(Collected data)
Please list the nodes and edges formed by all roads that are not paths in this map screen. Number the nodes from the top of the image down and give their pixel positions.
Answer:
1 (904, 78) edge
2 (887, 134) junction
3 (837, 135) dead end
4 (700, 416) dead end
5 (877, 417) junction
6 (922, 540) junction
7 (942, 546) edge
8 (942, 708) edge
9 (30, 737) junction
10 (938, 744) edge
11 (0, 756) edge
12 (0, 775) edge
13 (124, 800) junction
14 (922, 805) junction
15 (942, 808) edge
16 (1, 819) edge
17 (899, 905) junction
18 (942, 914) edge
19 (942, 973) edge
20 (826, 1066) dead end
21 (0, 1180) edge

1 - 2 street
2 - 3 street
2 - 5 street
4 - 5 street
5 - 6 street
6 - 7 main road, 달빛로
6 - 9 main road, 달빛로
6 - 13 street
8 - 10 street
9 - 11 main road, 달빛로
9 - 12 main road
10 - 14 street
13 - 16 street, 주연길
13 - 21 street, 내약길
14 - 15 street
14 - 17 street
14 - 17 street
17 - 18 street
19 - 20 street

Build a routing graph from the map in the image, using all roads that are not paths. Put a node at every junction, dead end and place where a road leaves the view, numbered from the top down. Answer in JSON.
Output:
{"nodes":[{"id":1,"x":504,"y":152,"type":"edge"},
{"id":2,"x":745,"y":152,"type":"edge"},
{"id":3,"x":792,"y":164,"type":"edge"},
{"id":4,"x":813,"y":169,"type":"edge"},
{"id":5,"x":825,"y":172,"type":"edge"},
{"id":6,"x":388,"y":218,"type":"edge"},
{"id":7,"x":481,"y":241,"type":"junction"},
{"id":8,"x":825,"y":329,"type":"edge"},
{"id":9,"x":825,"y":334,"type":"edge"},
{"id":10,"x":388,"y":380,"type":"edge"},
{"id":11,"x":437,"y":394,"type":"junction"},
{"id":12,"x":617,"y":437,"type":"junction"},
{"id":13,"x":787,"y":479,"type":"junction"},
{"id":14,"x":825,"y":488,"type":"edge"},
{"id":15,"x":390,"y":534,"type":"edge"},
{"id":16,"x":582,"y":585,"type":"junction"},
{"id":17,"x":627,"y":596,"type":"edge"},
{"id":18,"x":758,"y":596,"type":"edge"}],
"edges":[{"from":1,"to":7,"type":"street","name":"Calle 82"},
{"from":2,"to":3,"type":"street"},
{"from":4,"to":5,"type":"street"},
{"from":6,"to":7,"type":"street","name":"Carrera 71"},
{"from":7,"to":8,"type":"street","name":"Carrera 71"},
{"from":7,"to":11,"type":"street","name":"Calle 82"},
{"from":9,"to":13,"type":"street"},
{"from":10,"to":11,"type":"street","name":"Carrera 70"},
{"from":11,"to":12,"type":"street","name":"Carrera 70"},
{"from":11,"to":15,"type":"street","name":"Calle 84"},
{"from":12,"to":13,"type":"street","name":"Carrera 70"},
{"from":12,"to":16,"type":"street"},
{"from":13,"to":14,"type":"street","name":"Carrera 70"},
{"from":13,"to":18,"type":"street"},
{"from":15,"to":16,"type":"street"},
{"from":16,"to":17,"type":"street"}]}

- Exercise details: The response should be an exact copy of every line above.

- Solution for this exercise:
Please list the nodes and edges formed by all roads that are not paths in this map screen. Number the nodes from the top of the image down and give their pixel positions.
Answer:
1 (904, 78) edge
2 (887, 134) junction
3 (837, 135) dead end
4 (700, 416) dead end
5 (877, 417) junction
6 (922, 540) junction
7 (942, 546) edge
8 (942, 708) edge
9 (30, 737) junction
10 (938, 744) edge
11 (0, 756) edge
12 (0, 775) edge
13 (124, 800) junction
14 (922, 805) junction
15 (942, 808) edge
16 (1, 819) edge
17 (899, 905) junction
18 (942, 914) edge
19 (942, 973) edge
20 (826, 1066) dead end
21 (0, 1180) edge

1 - 2 street
2 - 3 street
2 - 5 street
4 - 5 street
5 - 6 street
6 - 7 main road, 달빛로
6 - 9 main road, 달빛로
6 - 13 street
8 - 10 street
9 - 11 main road, 달빛로
9 - 12 main road
10 - 14 street
13 - 16 street, 주연길
13 - 21 street, 내약길
14 - 15 street
14 - 17 street
14 - 17 street
17 - 18 street
19 - 20 street

Build a routing graph from the map in the image, using all roads that are not paths. Put a node at every junction, dead end and place where a road leaves the view, numbered from the top down. Answer in JSON.
Output:
{"nodes":[{"id":1,"x":504,"y":152,"type":"edge"},
{"id":2,"x":745,"y":152,"type":"edge"},
{"id":3,"x":792,"y":164,"type":"edge"},
{"id":4,"x":813,"y":169,"type":"edge"},
{"id":5,"x":825,"y":172,"type":"edge"},
{"id":6,"x":388,"y":218,"type":"edge"},
{"id":7,"x":481,"y":241,"type":"junction"},
{"id":8,"x":825,"y":329,"type":"edge"},
{"id":9,"x":825,"y":334,"type":"edge"},
{"id":10,"x":388,"y":380,"type":"edge"},
{"id":11,"x":437,"y":394,"type":"junction"},
{"id":12,"x":617,"y":437,"type":"junction"},
{"id":13,"x":787,"y":479,"type":"junction"},
{"id":14,"x":825,"y":488,"type":"edge"},
{"id":15,"x":390,"y":534,"type":"edge"},
{"id":16,"x":582,"y":585,"type":"junction"},
{"id":17,"x":627,"y":596,"type":"edge"},
{"id":18,"x":758,"y":596,"type":"edge"}],
"edges":[{"from":1,"to":7,"type":"street","name":"Calle 82"},
{"from":2,"to":3,"type":"street"},
{"from":4,"to":5,"type":"street"},
{"from":6,"to":7,"type":"street","name":"Carrera 71"},
{"from":7,"to":8,"type":"street","name":"Carrera 71"},
{"from":7,"to":11,"type":"street","name":"Calle 82"},
{"from":9,"to":13,"type":"street"},
{"from":10,"to":11,"type":"street","name":"Carrera 70"},
{"from":11,"to":12,"type":"street","name":"Carrera 70"},
{"from":11,"to":15,"type":"street","name":"Calle 84"},
{"from":12,"to":13,"type":"street","name":"Carrera 70"},
{"from":12,"to":16,"type":"street"},
{"from":13,"to":14,"type":"street","name":"Carrera 70"},
{"from":13,"to":18,"type":"street"},
{"from":15,"to":16,"type":"street"},
{"from":16,"to":17,"type":"street"}]}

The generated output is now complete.